Avcı was visiting a museum in the city of Gaziantep where the famous "Gypsy Girl" mosaic is on display when he made the remarks yesterday.

Ankara hopes to retrieve the missing pieces of the Roman-era mosaic discovered in the southern city of Gaziantep in the 1990s from the United States where they are currently being exhibited in an art center. The mosaic became a symbol of the city located near the Syrian border since its discovery and, although experts were never able to establish the gender or identity of the figure, it came to be known as "Gypsy Girl" by locals due to the figure's hairstyle and head wrap.

The missing pieces are believed to have been stolen by smugglers and sold abroad. They ended up at Bowling Green University in Ohio and are currently on display in an exhibition at the university's Wolfe Center for the Arts.

The Turkish Foreign Ministry and the Culture and Tourism Ministry have recently reached out to facilitate the return of the missing pieces, which will be an important contribution to the existing mosaic on display at Zeugma Museum, named after the ancient city where the mosaic was found.

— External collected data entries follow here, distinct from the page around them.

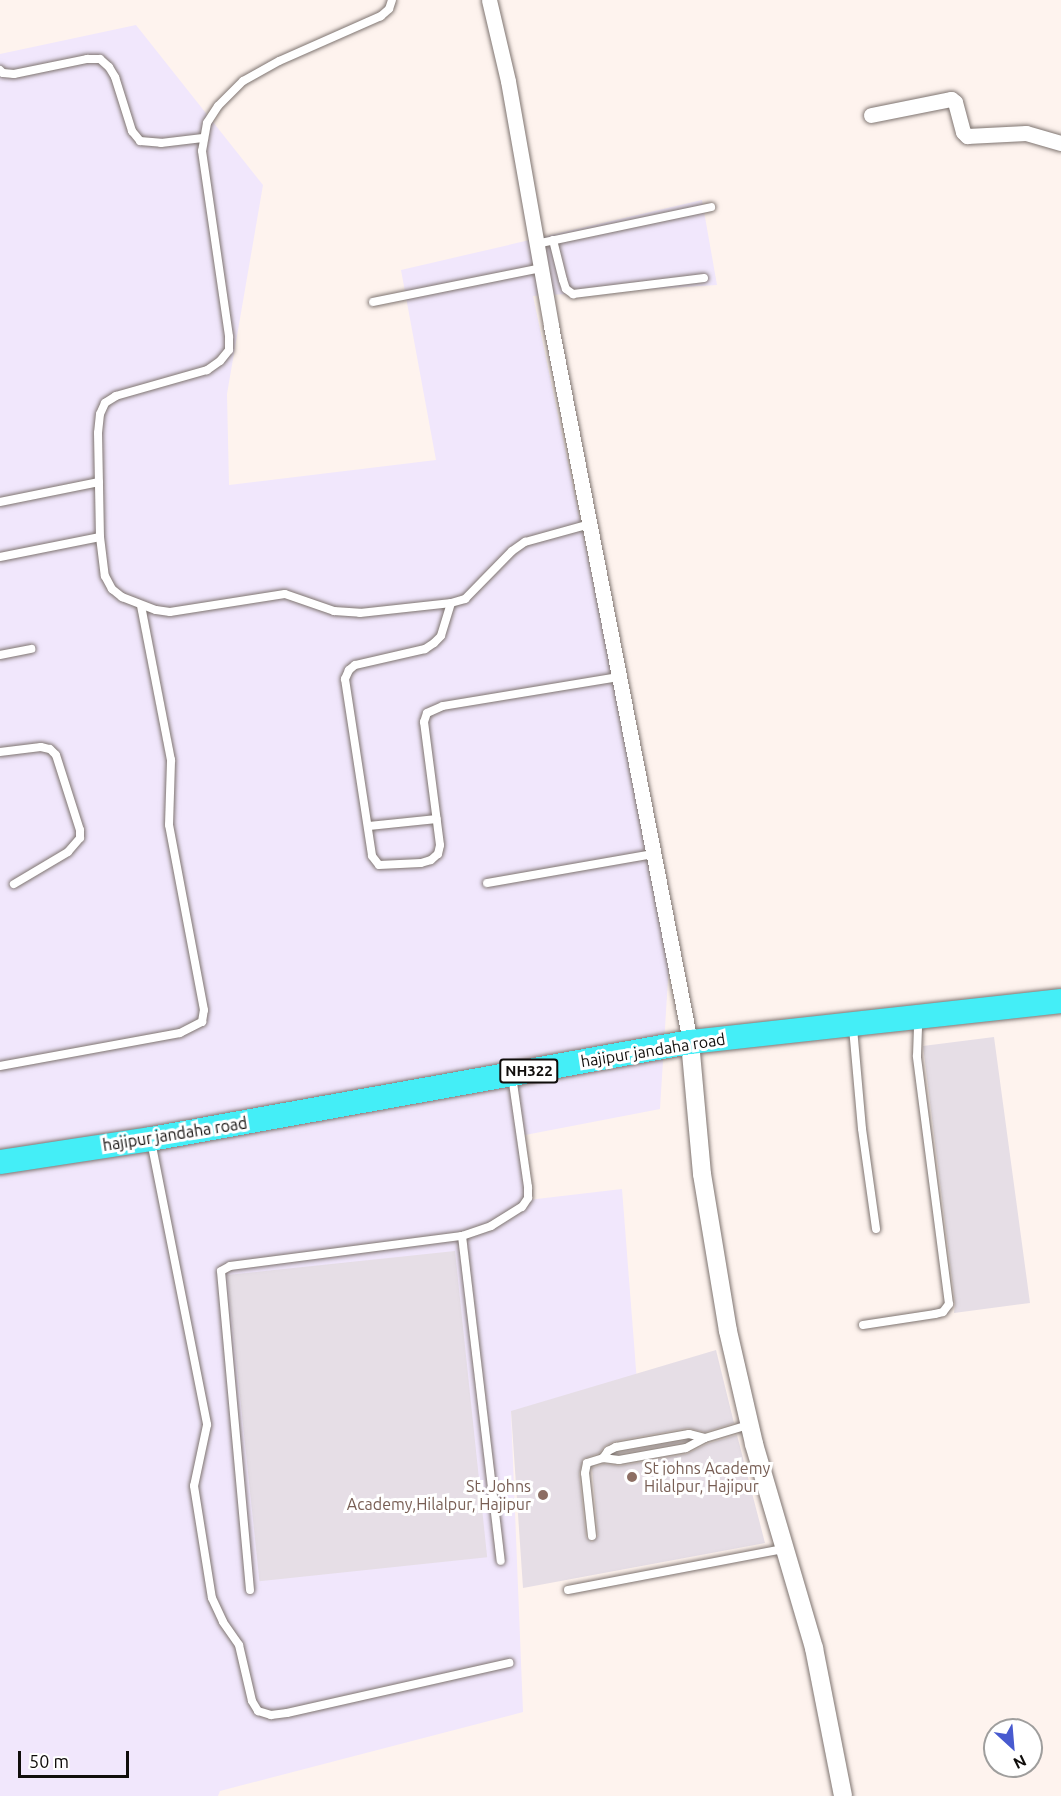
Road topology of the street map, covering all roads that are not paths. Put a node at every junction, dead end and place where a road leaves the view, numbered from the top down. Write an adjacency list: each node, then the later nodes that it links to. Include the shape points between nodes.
1 (392, 0): 5 (lane, via 381,16 243,81 218,106)
2 (489, 0): 9 (street, via 508,81)
3 (0, 70): 5 (lane, via 14,74 100,59 116,77 132,131 140,141)
4 (871, 115): 6 (street, via 951,99 967,136 1026,134)
5 (203, 138): 13 (lane, via 229,350 207,370 116,396 105,403 98,433)
6 (1061, 143)
7 (711, 207): 8 (lane)
8 (553, 240): 9 (lane); 11 (lane, via 566,289 573,294)
9 (536, 244): 10 (street)
10 (541, 268): 12 (lane); 15 (street)
11 (704, 278)
12 (373, 302)
13 (99, 482): 14 (lane); 16 (lane)
14 (0, 502)
15 (590, 524): 18 (lane, via 525,542 475,591); 22 (street)
16 (100, 537): 17 (lane); 19 (lane, via 105,576 112,589)
17 (0, 557)
18 (451, 603): 19 (lane, via 346,614 285,594 170,612); 25 (lane, via 441,636 434,643 425,649 355,665 345,679)
19 (141, 606): 33 (lane, via 172,766 169,825 204,1010 202,1022 180,1033)
20 (31, 649): 21 (lane)
21 (0, 655)
22 (618, 677): 24 (lane, via 443,706 427,713 424,722); 26 (street)
23 (0, 752): 28 (lane, via 50,749 56,755 80,830 80,838 68,852)
24 (437, 819): 25 (lane); 25 (lane, via 438,855 431,860 385,867 375,862)
25 (369, 826)
26 (656, 854): 27 (lane); 32 (street)
27 (488, 883)
28 (14, 884)
29 (1061, 1001): 30 (highway, hajipur jandaha road / NH322)
30 (917, 1016): 31 (highway, hajipur jandaha road / NH322); 39 (lane, via 917,1056 949,1304 936,1314)
31 (853, 1023): 32 (highway, hajipur jandaha road / NH322); 37 (lane)
32 (690, 1042): 34 (highway, hajipur jandaha road / NH322); 40 (street, via 709,1222)
33 (0, 1066)
34 (512, 1074): 35 (highway, hajipur jandaha road / NH322); 38 (lane, via 528,1198 510,1215)
35 (151, 1139): 36 (highway, hajipur jandaha road / NH322); 48 (lane, via 207,1425 194,1486 212,1598 239,1645 258,1711 271,1715 287,1713)
36 (0, 1162)
37 (876, 1229)
38 (462, 1236): 45 (lane); 46 (lane, via 230,1266 222,1271)
39 (863, 1325)
40 (750, 1425): 41 (lane); 44 (street)
41 (705, 1438): 42 (lane, via 686,1448 611,1461); 42 (lane, via 689,1434 616,1447)
42 (603, 1458): 43 (lane, via 591,1460 585,1467)
43 (592, 1536)
44 (783, 1549): 47 (lane); 49 (street, via 813,1648)
45 (501, 1561)
46 (250, 1590)
47 (568, 1590)
48 (509, 1663)
49 (843, 1796)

"You see the spaces between the pieces of mosaic, they are like the missing pieces of a puzzle. This is what is left from the pieces brought abroad. Now, a university should not be remembered with such an incident," Avcı told reporters. "It would be more appropriate to return such a valuable cultural entity to its homeland. I call on the [Bowling Green] administration, academics there to make a choice. They will either be remembered as a university where artifacts smuggled from Turkey are on display or we will put a plaque here inscripted with gratitude to the university for returning the pieces," he said.